The overexpression of L-myc and N-myc is involved in HASH-1 expression. A: Top, Change in the expression of L-Myc and N-Myc proteins associated with forced repression of HASH-1. Bottom: Change in the expression of HASH-1 protein associated with forced repression of L-Myc or N-Myc. Although forced repression of HASH-1 does not influence the expression levels of L-Myc and N-Myc, HASH-1 is down-regulated by the forced repression of L-Myc and N-Myc. S: Sense PS-oligo treatment. R: Reverse PS-oligo treatment. AS: Anti-sense PS-oligo treatment. B: Increase of IFN-γ-inducible CIITA and MHC mRNA expression through forced repression of HASH-1, L-Myc, and N-Myc.
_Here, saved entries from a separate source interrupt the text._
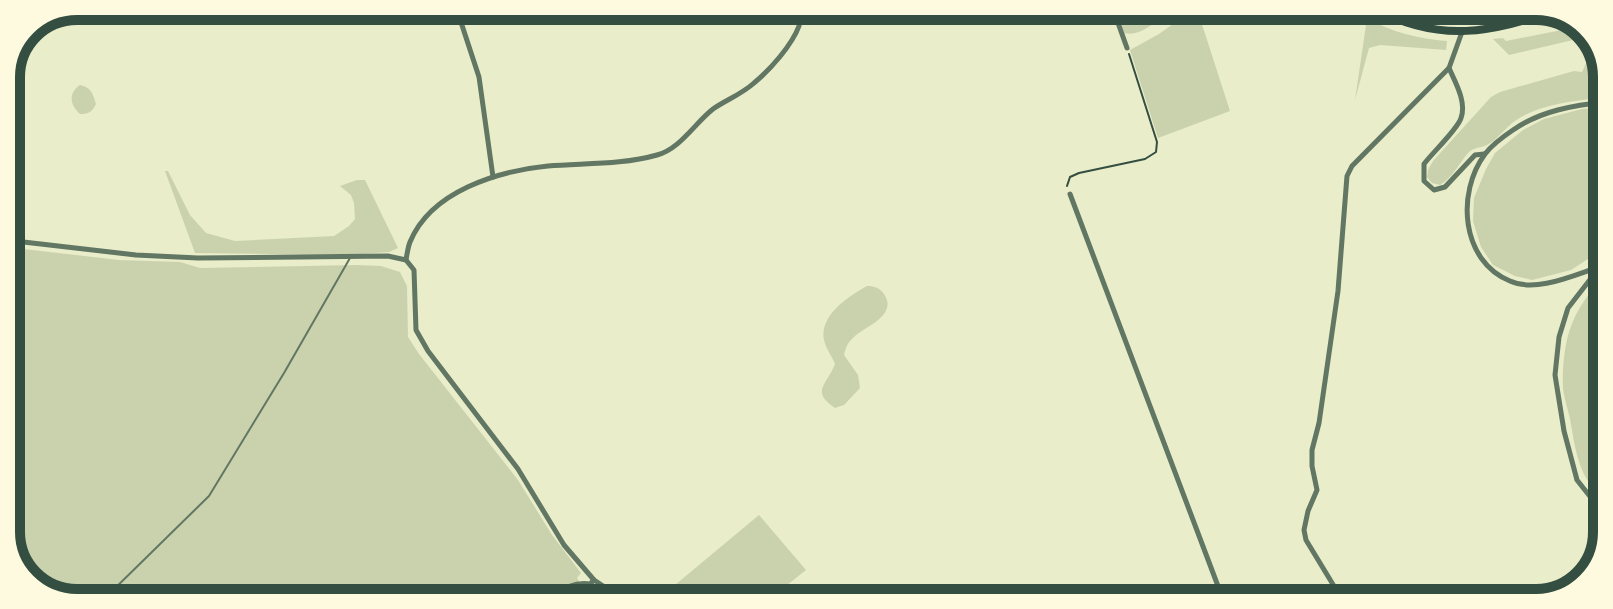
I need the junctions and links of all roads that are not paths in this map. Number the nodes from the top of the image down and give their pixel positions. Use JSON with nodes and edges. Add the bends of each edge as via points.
{"nodes":[{"id":1,"x":460,"y":20,"type":"edge"},
{"id":2,"x":800,"y":20,"type":"edge"},
{"id":3,"x":1117,"y":20,"type":"edge"},
{"id":4,"x":1399,"y":20,"type":"edge"},
{"id":5,"x":1520,"y":20,"type":"edge"},
{"id":6,"x":1462,"y":32,"type":"junction"},
{"id":7,"x":1127,"y":48,"type":"road end"},
{"id":8,"x":1449,"y":68,"type":"junction"},
{"id":9,"x":1593,"y":104,"type":"edge"},
{"id":10,"x":1485,"y":153,"type":"junction"},
{"id":11,"x":493,"y":177,"type":"junction"},
{"id":12,"x":1070,"y":194,"type":"road end"},
{"id":13,"x":20,"y":242,"type":"edge"},
{"id":14,"x":351,"y":257,"type":"junction"},
{"id":15,"x":406,"y":260,"type":"junction"},
{"id":16,"x":1593,"y":268,"type":"edge"},
{"id":17,"x":1593,"y":276,"type":"edge"},
{"id":18,"x":1593,"y":500,"type":"edge"},
{"id":19,"x":594,"y":580,"type":"junction"},
{"id":20,"x":114,"y":589,"type":"edge"},
{"id":21,"x":564,"y":589,"type":"edge"},
{"id":22,"x":608,"y":589,"type":"edge"},
{"id":23,"x":1219,"y":589,"type":"edge"},
{"id":24,"x":1336,"y":589,"type":"edge"}],
"edges":[{"from":1,"to":11,"type":"street","via":[[479,77]]},
{"from":2,"to":11,"type":"street","via":[[787,49],[753,84],[712,110],[661,154]]},
{"from":3,"to":7,"type":"street"},
{"from":4,"to":6,"type":"main road"},
{"from":5,"to":6,"type":"main road"},
{"from":6,"to":8,"type":"street"},
{"from":8,"to":10,"type":"street","via":[[1463,108],[1461,120],[1424,164],[1424,181],[1439,190],[1475,155]]},
{"from":8,"to":24,"type":"street","via":[[1347,176],[1338,291],[1312,450],[1317,490],[1304,530]]},
{"from":9,"to":10,"type":"street","via":[[1532,118]]},
{"from":10,"to":16,"type":"street","via":[[1466,208],[1470,240],[1489,267],[1511,282],[1547,284]]},
{"from":11,"to":15,"type":"street","via":[[442,201],[410,242]]},
{"from":12,"to":23,"type":"street"},
{"from":13,"to":14,"type":"street","via":[[198,258]]},
{"from":14,"to":15,"type":"street"},
{"from":14,"to":20,"type":"lane","via":[[209,496]]},
{"from":15,"to":19,"type":"street","via":[[414,270],[416,330],[428,351]]},
{"from":17,"to":18,"type":"street","via":[[1568,308],[1555,375],[1577,480]]},
{"from":19,"to":21,"type":"street"},
{"from":19,"to":22,"type":"street"}]}
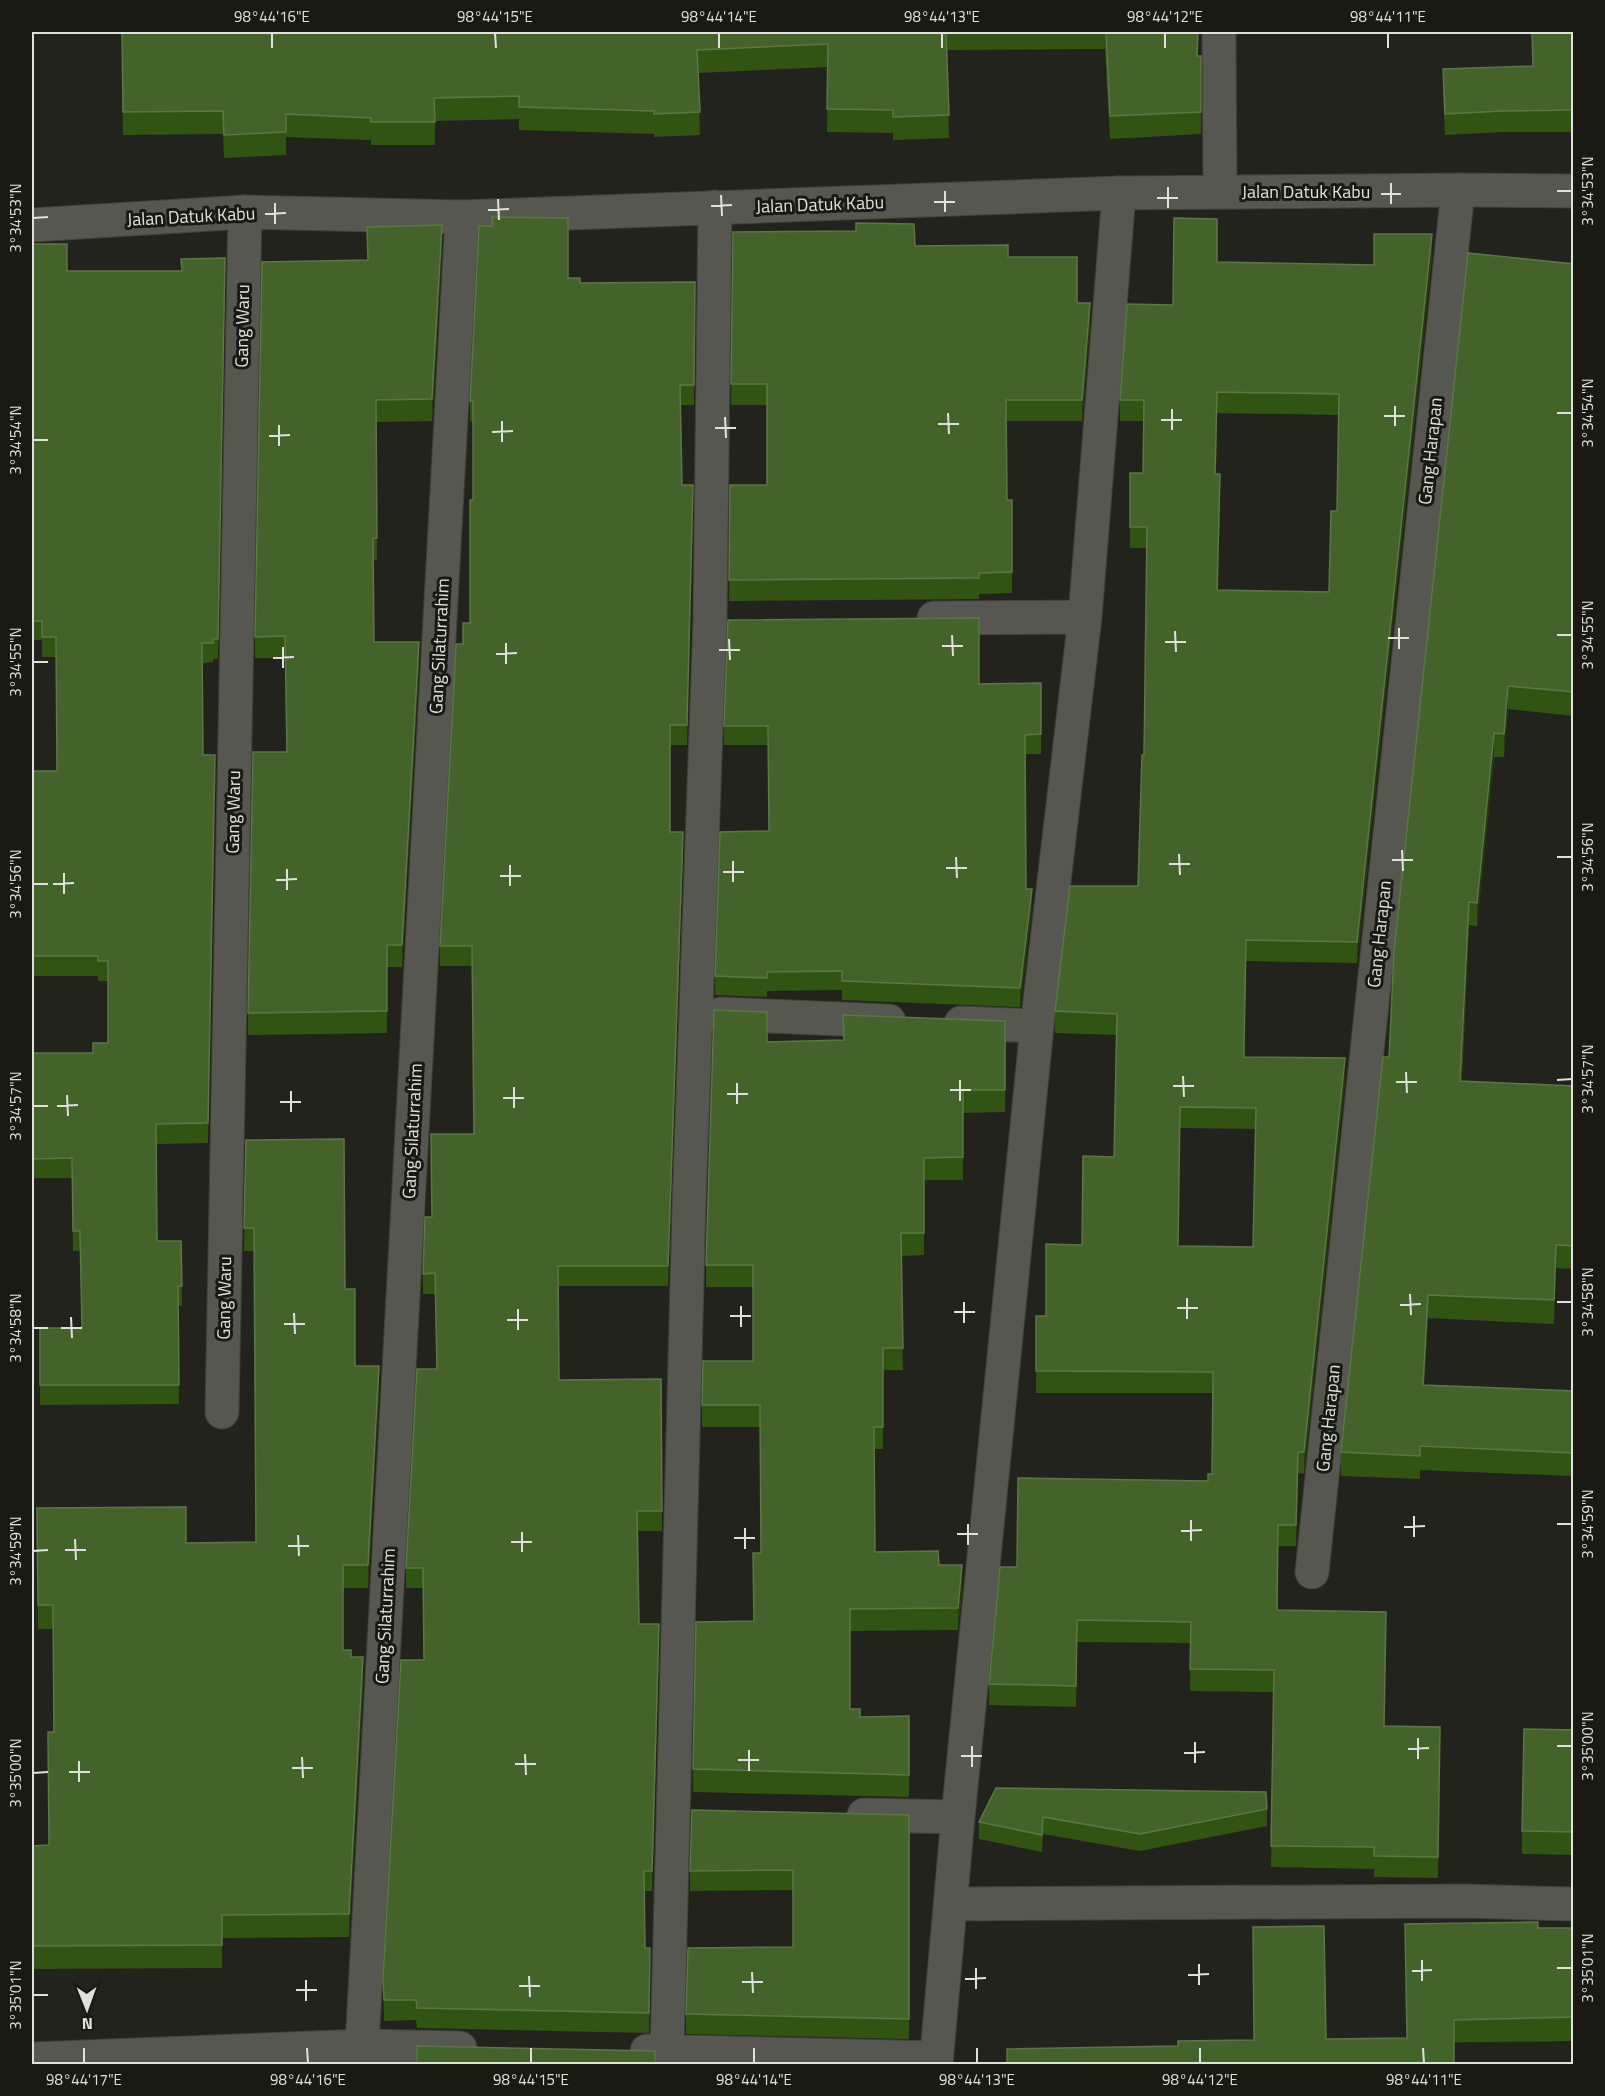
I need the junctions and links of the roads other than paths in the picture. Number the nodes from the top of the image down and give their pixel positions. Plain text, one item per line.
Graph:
1 (1219, 32) edge
2 (1458, 190) junction
3 (1220, 191) junction
4 (1574, 191) edge
5 (1119, 193) junction
6 (715, 207) junction
7 (244, 212) junction
8 (462, 217) junction
9 (32, 225) edge
10 (1085, 617) junction
11 (909, 618) edge
12 (710, 620) junction
13 (745, 620) edge
14 (696, 1013) junction
15 (1037, 1026) junction
16 (222, 1412) dead end
17 (1312, 1572) dead end
18 (839, 1814) edge
19 (958, 1817) junction
20 (951, 1904) junction
21 (1574, 1904) edge
22 (362, 2046) junction
23 (491, 2048) edge
24 (620, 2051) edge
25 (667, 2052) junction
26 (32, 2060) edge
27 (936, 2061) edge

1 - 3 street
2 - 3 street, Jalan Datuk Kabu
2 - 4 street, Jalan Datuk Kabu
2 - 17 street, Gang Harapan
3 - 5 street, Jalan Datuk Kabu
5 - 6 street, Jalan Datuk Kabu
5 - 10 street
6 - 8 street, Jalan Datuk Kabu
6 - 12 street
7 - 8 street, Jalan Datuk Kabu
7 - 9 street, Jalan Datuk Kabu
7 - 16 street, Gang Waru
8 - 22 street, Gang Silaturrahim
10 - 11 street
10 - 15 street
12 - 13 street
12 - 14 street
14 - 15 street
14 - 25 street
15 - 19 street
18 - 19 street
19 - 20 street
20 - 21 street
20 - 27 street
22 - 23 street
22 - 26 street
24 - 25 street
25 - 27 street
The treatment with the anti-sense L-myc- or N-myc-PS-oligo alone as well as anti-sense HASH-1-PS-oligo alone somewhat increases the IFN-γ-inducible expression of CIITA and MHC. The IFN-γ-inducible CIITA and MHC expression are more improved through the double anti-sense PS-oligo treatments (HASH-1 AS + L-Myc AS or HASH-1 AS + N-Myc AS).

Figure 5.

A scheme for the mechanisms of severe CIITA deficiency in SCLC and NB. In nonneuroendocrine cancers, the CIITA gene is transactivated through the phosphorylated STAT-1α, IRF-1, and USF-1, and this is followed by transactivation of MHC-II and CIITA-mediated MHC-I expression. In addition, the IFN-stimulated response element (ISRE)-mediated MHC-I activation is generated by IRF-1. However, in SCLC and NB, the IFN-γ-inducible CIITA expression is severely repressed by overexpressed HASH-1, L-myc, and N-myc. The IFN-γ treatment up-regulates the HASH-1 expression in SCLC and NB. The overexpressed L-myc and N-myc up-regulates the HASH-1 expression in SCLC and NB.